Becky wants to get her daughter a computer for college and needs some advise. Half the family is Mac, half are PCs. She wants a MAC, but she wants to her to look at PCs. What should she do? Leo says one thing to do is to call the college and ask what their recommendations are, especially with access to printers. networks, labs, special software. If there's a support group for students, then call them. Windows machines will require more attention to security. $999 for the low end MacBook Air is a great place to start. Solid state. Great battery life. Aluminum Unibody.
James is bummed that Apple stopped selling all iPod Classics. Apple says they stopped making them because they couldn't get the parts. James doesn't know why Apple had all stores sent them back, though. Could it be that Apple is going to use them for parts? Apple is very good about controlling the supply chain. They probably weeded out most of them through sales. Apple is a very good "just in time manufacturer," and there really isn't a very deep backlog of inventory to pull from.

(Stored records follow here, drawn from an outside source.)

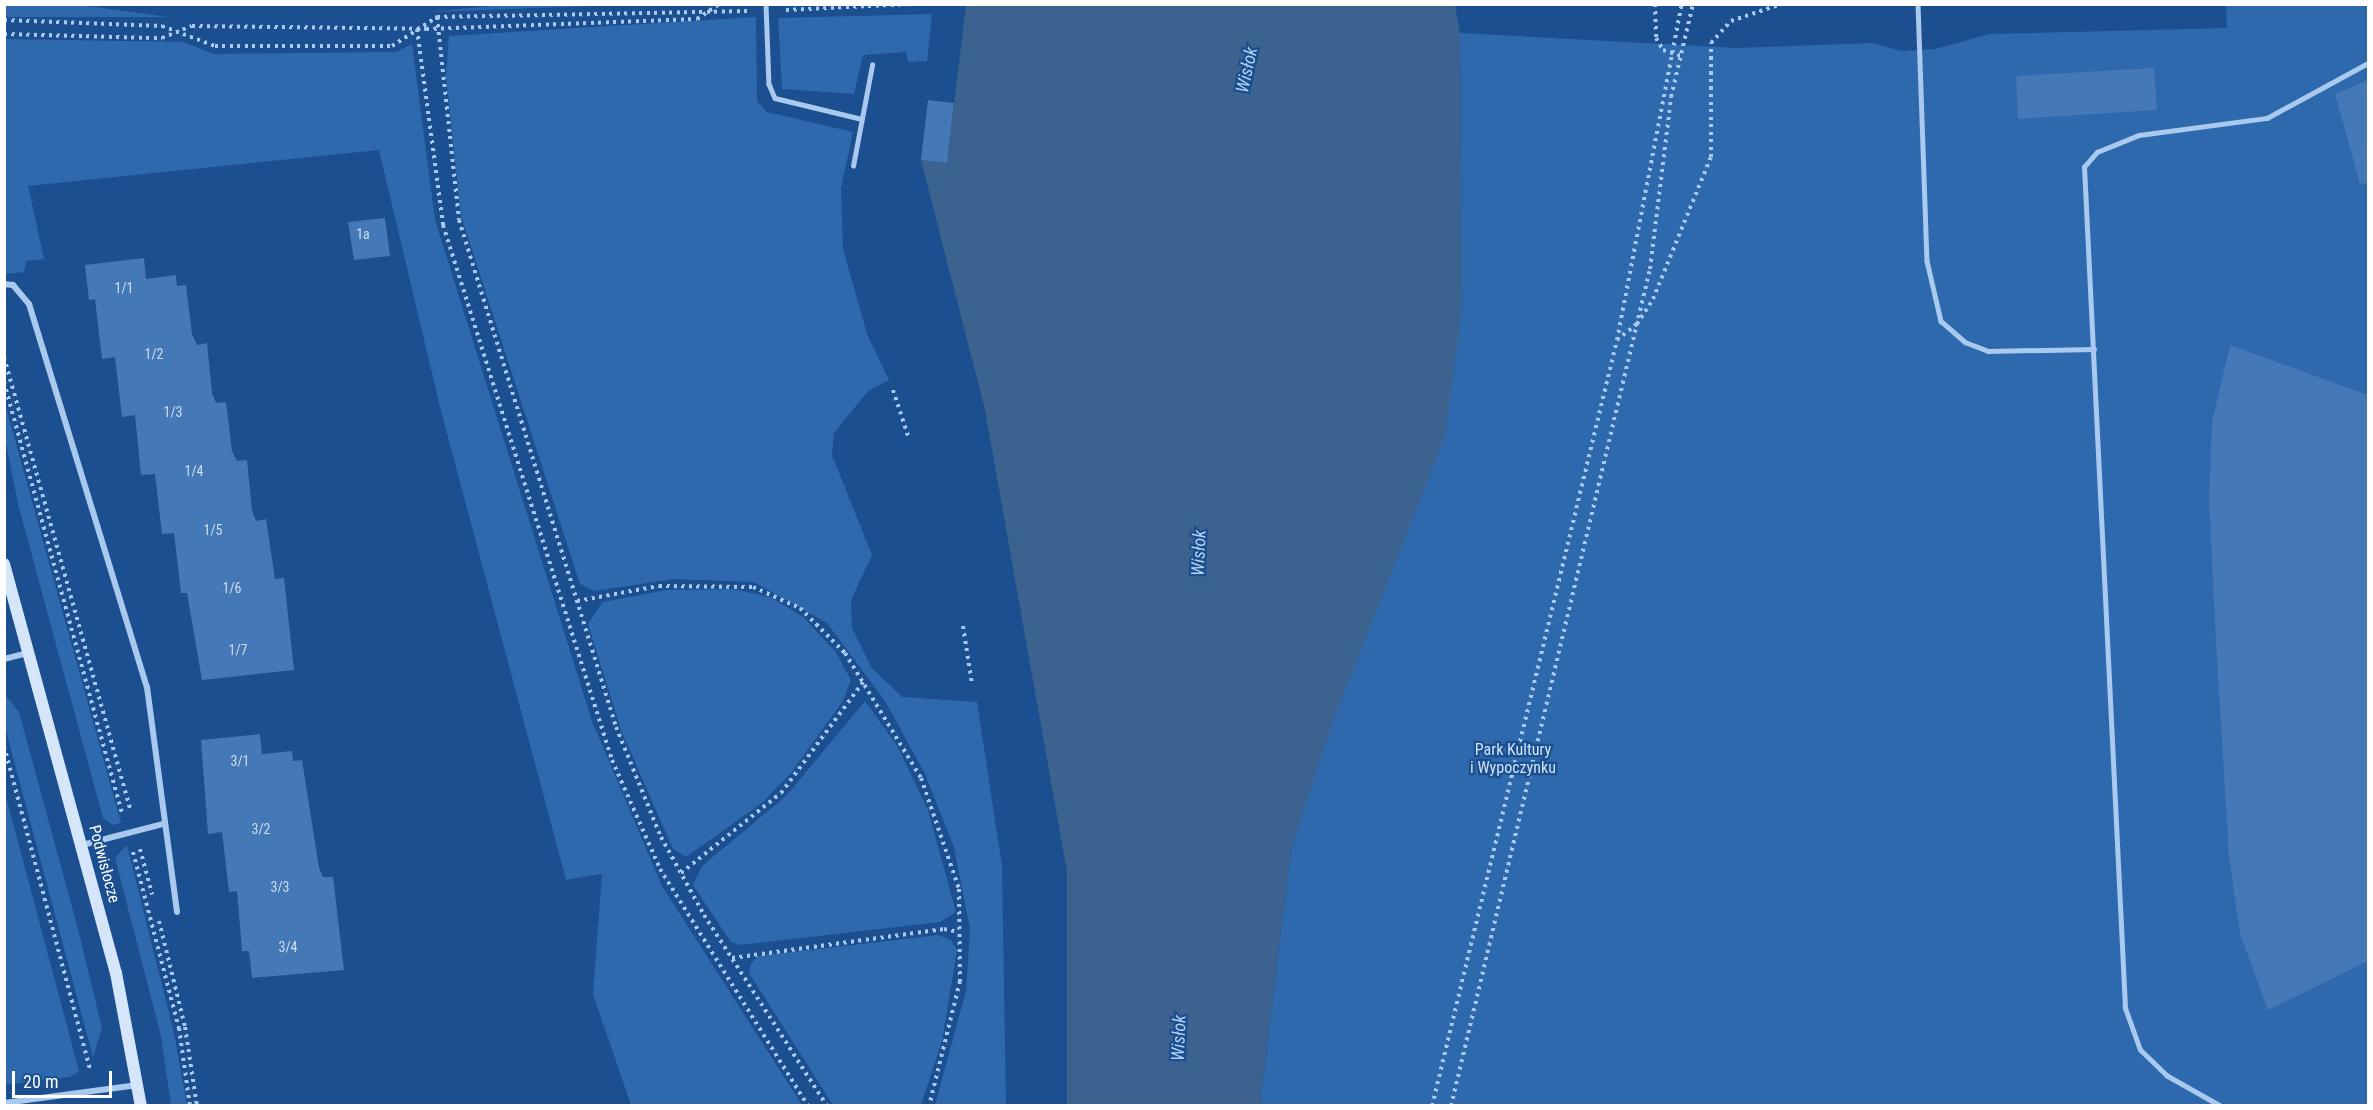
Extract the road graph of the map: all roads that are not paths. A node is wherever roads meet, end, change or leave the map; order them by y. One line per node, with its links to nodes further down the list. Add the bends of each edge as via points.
1 (765, 4): 5 (lane, via 769,84 775,98)
2 (1918, 4): 8 (lane, via 1927,261 1941,321 1965,342 1988,351)
3 (2368, 63): 8 (lane, via 2267,118 2139,135 2097,152 2084,167)
4 (872, 64): 5 (lane)
5 (862, 118): 6 (lane)
6 (854, 166)
7 (4, 284): 12 (street, via 13,285 29,304 144,679)
8 (2094, 349): 18 (lane, via 2125,1008 2140,1050 2167,1076)
9 (4, 564): 10 (street, Podwisłocze)
10 (28, 653): 11 (street); 13 (street, Podwisłocze)
11 (4, 659)
12 (162, 824): 13 (street); 14 (street)
13 (82, 845): 15 (street, Podwisłocze)
14 (177, 912)
15 (139, 1084): 16 (street); 17 (street, Podwisłocze)
16 (4, 1103)
17 (141, 1106)
18 (2220, 1106)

Chris says that iTunes 12 has caused the sidebar to disappear. Leo says it has, and it's likely to never return. Leo thought the sidebar was great, but Apple should really just start over and rebuild the app from scratch. That actually might happen since Apple bought Beats and plans to integrate it. If it does, it could be the end of iTunes as we know it. They've been taking bits and pieces out of it for years, and as such, it's become rather ghastly.
Neal would like to get a new computer, but he doesn't know what size MacBook he should get. Leo says that the 13" MacBook Air with 4GB of RAM is more than adequate for what Neal needs it for, and with 13 hours of battery life, it's a great deal. The only limitation is that it has a smaller 128GB hard drive. But that's big enough for basic work. He can get an external drive to store all of his data and move it over from the old computer.

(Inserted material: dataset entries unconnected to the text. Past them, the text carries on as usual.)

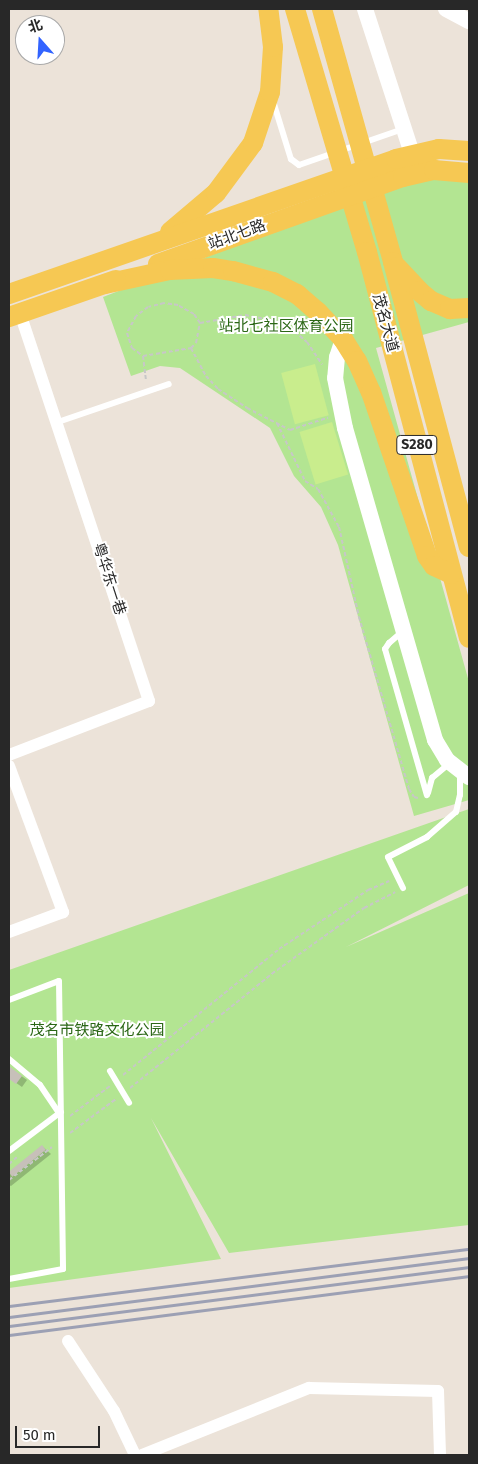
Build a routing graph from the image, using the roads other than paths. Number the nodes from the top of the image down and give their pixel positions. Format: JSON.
{"nodes":[{"id":1,"x":268,"y":9,"type":"edge"},
{"id":2,"x":295,"y":9,"type":"edge"},
{"id":3,"x":322,"y":9,"type":"edge"},
{"id":4,"x":365,"y":9,"type":"edge"},
{"id":5,"x":446,"y":9,"type":"edge"},
{"id":6,"x":469,"y":21,"type":"edge"},
{"id":7,"x":270,"y":92,"type":"junction"},
{"id":8,"x":404,"y":129,"type":"junction"},
{"id":9,"x":469,"y":151,"type":"edge"},
{"id":10,"x":412,"y":154,"type":"junction"},
{"id":11,"x":469,"y":173,"type":"edge"},
{"id":12,"x":157,"y":242,"type":"junction"},
{"id":13,"x":391,"y":254,"type":"junction"},
{"id":14,"x":105,"y":284,"type":"junction"},
{"id":15,"x":9,"y":294,"type":"edge"},
{"id":16,"x":469,"y":308,"type":"edge"},
{"id":17,"x":15,"y":315,"type":"edge"},
{"id":18,"x":343,"y":339,"type":"junction"},
{"id":19,"x":168,"y":384,"type":"dead end"},
{"id":20,"x":58,"y":422,"type":"junction"},
{"id":21,"x":469,"y":547,"type":"edge"},
{"id":22,"x":451,"y":574,"type":"junction"},
{"id":23,"x":404,"y":630,"type":"junction"},
{"id":24,"x":469,"y":638,"type":"edge"},
{"id":25,"x":9,"y":755,"type":"edge"},
{"id":26,"x":9,"y":766,"type":"edge"},
{"id":27,"x":460,"y":770,"type":"edge"},
{"id":28,"x":403,"y":888,"type":"road end"},
{"id":29,"x":9,"y":932,"type":"edge"},
{"id":30,"x":9,"y":1000,"type":"edge"},
{"id":31,"x":9,"y":1059,"type":"edge"},
{"id":32,"x":110,"y":1070,"type":"dead end"},
{"id":33,"x":128,"y":1103,"type":"dead end"},
{"id":34,"x":60,"y":1112,"type":"junction"},
{"id":35,"x":9,"y":1151,"type":"edge"},
{"id":36,"x":9,"y":1279,"type":"edge"},
{"id":37,"x":68,"y":1341,"type":"dead end"},
{"id":38,"x":135,"y":1455,"type":"edge"},
{"id":39,"x":142,"y":1455,"type":"edge"},
{"id":40,"x":440,"y":1455,"type":"edge"}],
"edges":[{"from":1,"to":7,"type":"main road"},
{"from":2,"to":22,"type":"main road","name":"茂名大道","number":"S280"},
{"from":3,"to":13,"type":"main road","name":"茂名大道","number":"S280"},
{"from":4,"to":8,"type":"street"},
{"from":5,"to":6,"type":"street"},
{"from":7,"to":8,"type":"lane"},
{"from":7,"to":12,"type":"main road"},
{"from":8,"to":10,"type":"street"},
{"from":9,"to":10,"type":"main road","name":"站北七路"},
{"from":10,"to":12,"type":"main road","name":"站北七路"},
{"from":11,"to":14,"type":"main road","name":"站北七路"},
{"from":12,"to":15,"type":"main road","name":"站北七路"},
{"from":13,"to":16,"type":"main road"},
{"from":13,"to":21,"type":"main road","name":"茂名大道","number":"S280"},
{"from":14,"to":17,"type":"main road","name":"站北七路"},
{"from":14,"to":18,"type":"main road"},
{"from":17,"to":20,"type":"street","name":"粤华东一巷"},
{"from":18,"to":22,"type":"main road"},
{"from":18,"to":23,"type":"street"},
{"from":19,"to":20,"type":"lane"},
{"from":20,"to":25,"type":"street","name":"粤华东一巷"},
{"from":22,"to":24,"type":"main road","name":"茂名大道","number":"S280"},
{"from":23,"to":27,"type":"street"},
{"from":23,"to":27,"type":"lane"},
{"from":26,"to":29,"type":"street"},
{"from":27,"to":28,"type":"lane"},
{"from":30,"to":34,"type":"lane"},
{"from":31,"to":34,"type":"lane"},
{"from":32,"to":33,"type":"lane"},
{"from":34,"to":35,"type":"lane"},
{"from":34,"to":36,"type":"lane"},
{"from":37,"to":38,"type":"street"},
{"from":39,"to":40,"type":"street"}]}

Doug ordered a new iPhone 6 Plus. He has his old iPhone 4 backed up. He also has his Samsung phone backed up. He wants to restore the apps he had from his old iPhone, and his calendars and contacts from the Samsung, to the new iPhone 6 Plus.
Leo says backup the iPhone 4 to iTunes and restore it to his new iPhone. Then sync the contacts to Google and log into his Google account on the iPhone 6 Plus. It'll sync and his contacts and calendars will be there.
Apple released OS X Yosemite and iOS 8 earlier this month. While the new operating systems bring a lot of new features, it's always a wise idea to wait so that bugs can be fixed and apps can be updated for it. But how will you know if the apps you use have been updated for OS X Yosemite or iOS 8? Fortunately, there's a website that keeps track of it all -- RoaringApps.com.
Paula is thinking of switching from the Samsung Galaxy SIII to the iPhone 6 Plus. She uses Outlook, and was told it's not a problem to use with the iPhone. Leo says that syncing Outlook isn't really a good solution because Google killed the ability to sync with it. Since Paula is currently using Google Calendar and Contacts on Android, it would be best to just stick with that.
Earl has an old iMac and can't transfer his files to his new iMac. He wants to move the program from the old to the new, but he doesn't have any disks. Leo says that Microsoft Word for the Web, which is free, or Google Docs, would work great. He doesn't need new software. He can just backup his data with a USB key and then bring it to the new Mac and use Office for the Web or docs.google.com to open it.
Lee now has 100Mbps through Time Warner Cable and he's excited. Leo says that's in direct response to Google wiring up communities with Gigabit internet access. Time Warner calls it "GigaPower." But when Lee connects with his Apple devices, they can't keep up with it.
Leo got the new iPad Air 2 (in opulent Gold, nonetheless) and he says while it's nice and has some new features, you don't really need it. Save your money. Tablets are so mature these days that there really isn't a benefit from cashing in your old one and getting the new one. The only real benefit is that the SIM can be used for almost any carrier, so you can switch carriers on the fly. Other than that, there's no real need to buy a new one.